The previous example is quite simple, but SymPy works just as well with huge expressions, as we will see in [Large expressions](#large-expressions). Before, though, let's have a look how to define these larger expressions in such a way that we can still read them. A nice solution is to define {class}`sp.Expr <sympy.core.expr.Expr>` classes with the `@unevaluated` decorator (see [ComPWA/ampform#364](https://github.com/ComPWA/ampform/issues/364)). Here, we define a Chew-Mandelstam function $\rho^\text{CM}$ for $S$-waves. This function requires the definition of a break-up momentum $q$.

In [None]:
@unevaluated(real=False)
class PhspFactorSWave(sp.Expr):
    s: sp.Symbol
    m1: sp.Symbol
    m2: sp.Symbol
    _latex_repr_ = R"\rho^\text{{CM}}\left({s}\right)"

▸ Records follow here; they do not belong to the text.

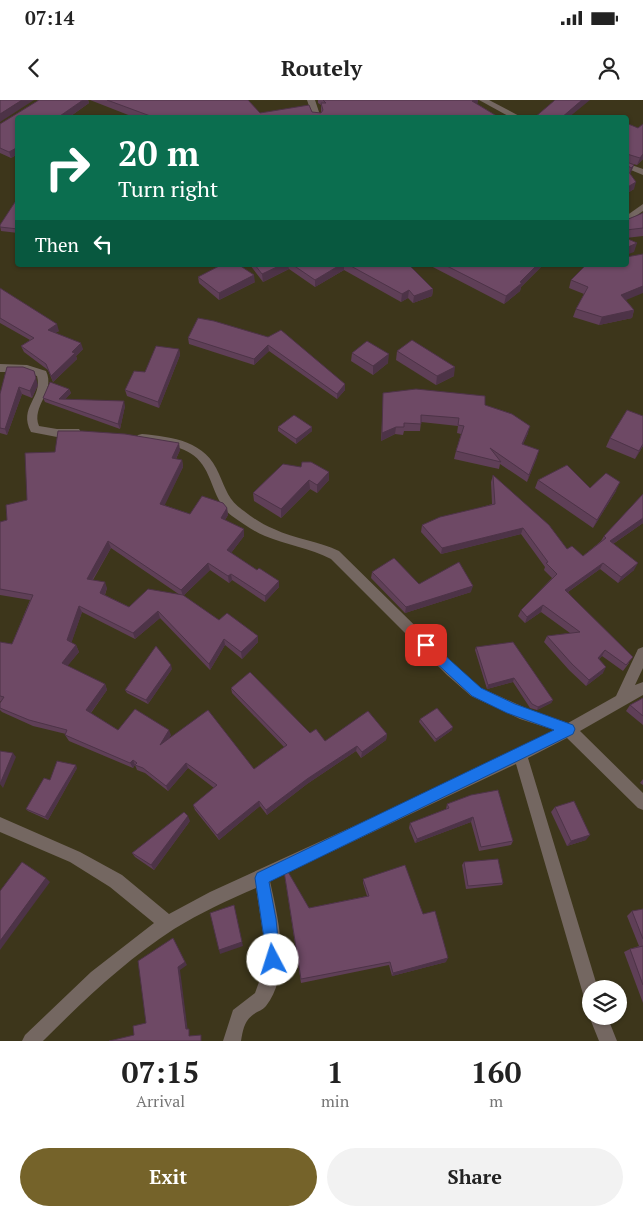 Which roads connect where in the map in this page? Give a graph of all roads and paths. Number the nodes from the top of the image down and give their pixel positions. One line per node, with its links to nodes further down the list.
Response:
1 (311, 100): 3 (street)
2 (483, 100): 4 (street)
3 (316, 115)
4 (513, 115)
5 (629, 166): 6 (street)
6 (643, 172)
7 (643, 208): 8 (street)
8 (629, 218)
9 (0, 368): 10 (street)
10 (92, 433)
11 (131, 437): 15 (street)
12 (643, 653): 14 (street)
13 (643, 688): 14 (street)
14 (620, 702): 15 (street)
15 (568, 729): 16 (street); 17 (street)
16 (520, 754): 19 (street); 21 (street)
17 (643, 803)
18 (0, 824): 20 (street)
19 (262, 878): 20 (street); 24 (street)
20 (168, 924): 23 (street)
21 (587, 980)
22 (602, 1025): 25 (street)
23 (31, 1041)
24 (232, 1041)
25 (608, 1041) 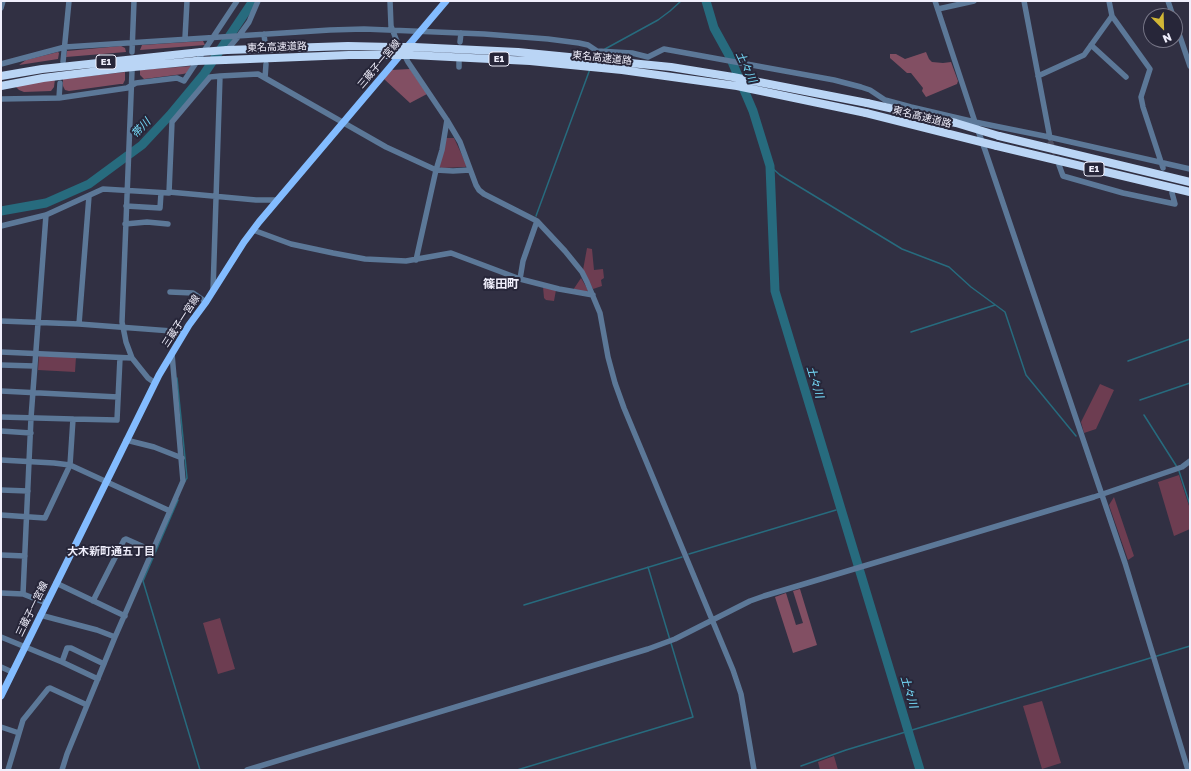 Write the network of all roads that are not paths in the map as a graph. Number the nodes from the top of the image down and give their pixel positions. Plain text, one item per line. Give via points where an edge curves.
1 (3, 1) edge
2 (69, 1) edge
3 (134, 1) edge
4 (187, 1) edge
5 (237, 1) edge
6 (258, 1) edge
7 (390, 1) edge
8 (446, 1) edge
9 (935, 1) edge
10 (974, 1) edge
11 (1024, 1) edge
12 (1109, 1) edge
13 (1, 8) edge
14 (938, 9) junction
15 (1112, 16) junction
16 (392, 30) junction
17 (419, 31) junction
18 (460, 33) junction
19 (264, 34) junction
20 (238, 35) junction
21 (215, 36) junction
22 (185, 38) junction
23 (133, 42) junction
24 (460, 42) dead end
25 (265, 43) dead end
26 (1092, 45) junction
27 (1183, 45) edge
28 (65, 47) junction
29 (226, 50) junction
30 (391, 51) junction
31 (403, 51) junction
32 (132, 52) dead end
33 (63, 62) dead end
34 (587, 62) junction
35 (1, 64) edge
36 (266, 64) dead end
37 (1190, 66) edge
38 (132, 71) dead end
39 (1, 76) edge
40 (220, 76) junction
41 (1038, 76) junction
42 (1126, 77) dead end
43 (265, 78) junction
44 (12, 79) junction
45 (60, 83) dead end
46 (1, 86) edge
47 (131, 86) junction
48 (59, 98) junction
49 (1, 99) edge
50 (447, 120) junction
51 (342, 122) junction
52 (975, 122) junction
53 (1050, 139) junction
54 (1161, 162) junction
55 (1059, 165) tunnel mouth
56 (1163, 168) dead end
57 (1190, 169) edge
58 (436, 170) junction
59 (470, 170) junction
60 (1190, 182) edge
61 (127, 191) junction
62 (169, 192) junction
63 (1190, 192) edge
64 (161, 193) junction
65 (1172, 193) dead end
66 (89, 196) junction
67 (216, 196) junction
68 (277, 200) junction
69 (126, 206) junction
70 (46, 215) junction
71 (537, 221) junction
72 (126, 224) junction
73 (168, 224) dead end
74 (1, 226) edge
75 (253, 230) junction
76 (416, 260) junction
77 (520, 279) junction
78 (213, 291) junction
79 (170, 292) dead end
80 (593, 295) junction
81 (206, 302) junction
82 (1, 321) edge
83 (37, 322) junction
84 (79, 324) junction
85 (123, 327) junction
86 (185, 332) junction
87 (1, 352) edge
88 (36, 353) junction
89 (172, 354) junction
90 (120, 358) junction
91 (132, 358) junction
92 (1, 365) edge
93 (34, 366) junction
94 (155, 383) junction
95 (1, 391) edge
96 (33, 392) junction
97 (118, 396) junction
98 (1, 417) edge
99 (31, 418) junction
100 (73, 418) junction
101 (1, 431) edge
102 (30, 433) junction
103 (126, 440) junction
104 (182, 458) junction
105 (1, 460) edge
106 (29, 461) junction
107 (1190, 461) edge
108 (70, 465) junction
109 (106, 481) junction
110 (1, 490) edge
111 (28, 491) junction
112 (1102, 494) junction
113 (170, 511) junction
114 (1, 515) edge
115 (27, 517) junction
116 (153, 551) junction
117 (1, 555) edge
118 (25, 556) junction
119 (56, 583) junction
120 (1, 593) edge
121 (23, 594) junction
122 (93, 601) junction
123 (46, 603) junction
124 (40, 615) junction
125 (125, 616) junction
126 (712, 620) junction
127 (1, 637) edge
128 (115, 638) junction
129 (24, 647) junction
130 (62, 662) junction
131 (104, 664) junction
132 (1, 667) edge
133 (12, 672) junction
134 (98, 679) junction
135 (1, 696) edge
136 (87, 705) junction
137 (1, 727) edge
138 (19, 732) junction
139 (8, 770) edge
140 (62, 770) edge
141 (247, 770) edge
142 (754, 770) edge
143 (1188, 770) edge

1 - 13 street
2 - 28 street
3 - 23 street
4 - 22 street
5 - 21 street
6 - 20 street via 249,22
7 - 16 street
8 - 17 main road, 三蔵子一宮線
9 - 14 street
10 - 14 street
11 - 41 street
12 - 15 street
14 - 52 street
15 - 26 street
15 - 54 street via 1150,69 1141,97
16 - 17 street
16 - 19 street
16 - 31 street
17 - 18 street
17 - 31 main road, 三蔵子一宮線
18 - 24 street
18 - 52 street via 579,43 597,51 632,53 648,57 664,49 834,80 870,90 885,100
19 - 20 street
19 - 25 street
20 - 21 street
20 - 29 street
21 - 22 street
21 - 47 street via 184,82 177,78 136,83
22 - 23 street
23 - 28 street
23 - 32 street
26 - 41 street via 1080,58
26 - 42 street
27 - 37 street
28 - 33 street
28 - 35 street
29 - 30 highway, 東名高速道路 / E1 via 348,46
29 - 44 highway, 東名高速道路 / E1, bridge via 42,69
30 - 34 highway, 東名高速道路 / E1, bridge via 479,58
30 - 44 highway, 東名高速道路 / E1, bridge via 196,61
31 - 50 street
31 - 51 main road, 三蔵子一宮線
34 - 60 highway, 東名高速道路 / E1, bridge via 650,64 733,76 867,103
34 - 63 highway, 東名高速道路 / E1, bridge via 649,74 738,86 866,113
36 - 43 street
38 - 47 street
39 - 44 highway, 東名高速道路 / E1
40 - 43 street via 258,74
40 - 62 street via 210,78 172,122
40 - 67 street
41 - 53 street
43 - 51 street
44 - 46 highway, 東名高速道路 / E1
45 - 48 street
47 - 48 street
47 - 61 street
48 - 49 street
50 - 58 street
50 - 59 street via 460,142
51 - 58 street via 386,147
51 - 68 main road, 三蔵子一宮線
52 - 53 street
52 - 112 street
53 - 54 street
54 - 56 street
54 - 57 street
55 - 65 street via 1063,176 1123,193 1175,204
58 - 59 street
58 - 76 street
59 - 71 street via 476,185 484,194
61 - 64 street
61 - 66 street via 103,189
61 - 69 street
62 - 64 street
62 - 67 street
64 - 69 street via 160,208
66 - 70 street
66 - 84 street
67 - 68 street
67 - 78 street
68 - 75 main road, 三蔵子一宮線
69 - 72 street
70 - 74 street
70 - 83 street
71 - 77 street via 523,261
71 - 80 street via 582,272
72 - 73 street
72 - 85 street
75 - 76 street via 291,244 365,259
75 - 78 main road, 三蔵子一宮線
76 - 77 street via 451,253
77 - 80 street
78 - 81 main road, 三蔵子一宮線
79 - 81 street via 193,293
80 - 126 street via 600,313 615,383 624,408
81 - 86 main road, 三蔵子一宮線
82 - 83 street
83 - 84 street
83 - 88 street
84 - 85 street
85 - 86 street
85 - 91 street
86 - 89 main road, 三蔵子一宮線
87 - 88 street
88 - 90 street
88 - 93 street
89 - 94 main road, 三蔵子一宮線
89 - 104 street
90 - 91 street
90 - 97 street
91 - 94 street
92 - 93 street
93 - 96 street
94 - 103 main road, 三蔵子一宮線
95 - 96 street
96 - 97 street
96 - 99 street
97 - 100 street via 117,420
98 - 99 street
99 - 100 street
99 - 102 street
100 - 108 street
101 - 102 street
102 - 106 street
103 - 104 street
103 - 109 main road, 三蔵子一宮線
104 - 113 street via 183,480
105 - 106 street
106 - 108 street
106 - 111 street
107 - 112 street via 1182,467
108 - 109 street
108 - 115 street via 45,518
109 - 113 street
109 - 119 main road, 三蔵子一宮線
110 - 111 street
111 - 115 street
112 - 126 street via 764,596
112 - 143 street
113 - 116 street
114 - 115 street
115 - 118 street
116 - 122 street via 124,540
116 - 125 street
117 - 118 street
118 - 121 street
119 - 122 street
119 - 123 main road, 三蔵子一宮線
120 - 121 street
121 - 123 street
122 - 125 street
123 - 124 main road, 三蔵子一宮線
124 - 128 street via 97,630
124 - 129 main road, 三蔵子一宮線
125 - 128 street
126 - 141 street via 675,639 648,649
126 - 142 street via 741,694
127 - 129 street
128 - 131 street
129 - 130 street
129 - 133 main road, 三蔵子一宮線
130 - 131 street via 67,648 71,648
130 - 134 street
131 - 134 street
132 - 133 street
133 - 135 main road, 三蔵子一宮線
134 - 136 street
136 - 138 street via 50,688 24,720
136 - 140 street
137 - 138 street
138 - 139 street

    def evaluate(self) -> sp.Expr:
        s, m1, m2 = self.args
        q = BreakupMomentum(s, m1, m2)
        cm = (
            (2 * q / sp.sqrt(s))
            * sp.log((m1**2 + m2**2 - s + 2 * sp.sqrt(s) * q) / (2 * m1 * m2))
            - (m1**2 - m2**2) * (1 / s - 1 / (m1 + m2) ** 2) * sp.log(m1 / m2)
        ) / (16 * sp.pi**2)
        return 16 * sp.pi * sp.I * cm


@unevaluated(real=False)
class BreakupMomentum(sp.Expr):
    s: sp.Symbol
    m1: sp.Symbol
    m2: sp.Symbol
    _latex_repr_ = R"q\left({s}\right)"

    def evaluate(self) -> sp.Expr:
        s, m1, m2 = self.args
        return sp.sqrt((s - (m1 + m2) ** 2) * (s - (m1 - m2) ** 2) / (s * 4))

We now have a very clean mathematical representation of how the $\rho^\text{CM}$ function is defined in terms of $q$:

In [None]:
s, m1, m2 = sp.symbols("s m1 m2")
q_expr = BreakupMomentum(s, m1, m2)
ρ_expr = PhspFactorSWave(s, m1, m2)
Math(aslatex({e: e.evaluate() for e in [ρ_expr, q_expr]}))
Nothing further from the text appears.